### GIVEN DATA
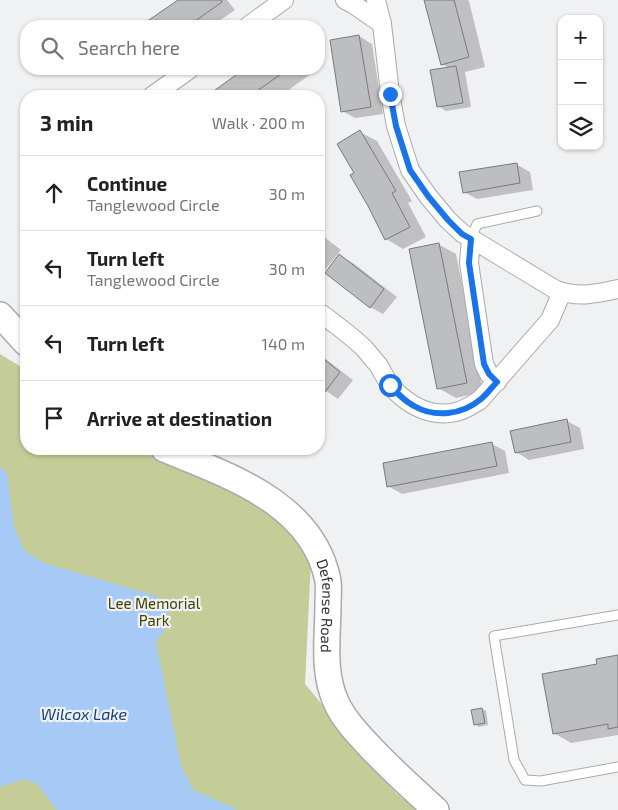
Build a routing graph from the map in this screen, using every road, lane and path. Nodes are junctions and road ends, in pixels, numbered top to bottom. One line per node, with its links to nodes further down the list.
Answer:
1 (284, 0): 4 (street)
2 (346, 0): 5 (street)
3 (376, 0): 5 (street)
4 (256, 20)
5 (382, 24): 9 (street)
6 (182, 75): 7 (street)
7 (160, 90)
8 (537, 211): 9 (lane)
9 (471, 239): 11 (street); 15 (street)
10 (618, 289): 11 (street)
11 (562, 292): 15 (street)
12 (0, 315): 14 (street)
13 (325, 316): 15 (street)
14 (20, 337)
15 (497, 382)
16 (178, 455): 19 (street, Defense Road)
17 (618, 615): 18 (lane)
18 (618, 767)
19 (436, 810)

### WORK TO BE COMPLETED
Extract all the entries word for word; omit any pictures.

### WRITTEN ANSWER
Build a routing graph from the map in this screen, using every road, lane and path. Nodes are junctions and road ends, in pixels, numbered top to bottom. One line per node, with its links to nodes further down the list.
Answer:
1 (284, 0): 4 (street)
2 (346, 0): 5 (street)
3 (376, 0): 5 (street)
4 (256, 20)
5 (382, 24): 9 (street)
6 (182, 75): 7 (street)
7 (160, 90)
8 (537, 211): 9 (lane)
9 (471, 239): 11 (street); 15 (street)
10 (618, 289): 11 (street)
11 (562, 292): 15 (street)
12 (0, 315): 14 (street)
13 (325, 316): 15 (street)
14 (20, 337)
15 (497, 382)
16 (178, 455): 19 (street, Defense Road)
17 (618, 615): 18 (lane)
18 (618, 767)
19 (436, 810)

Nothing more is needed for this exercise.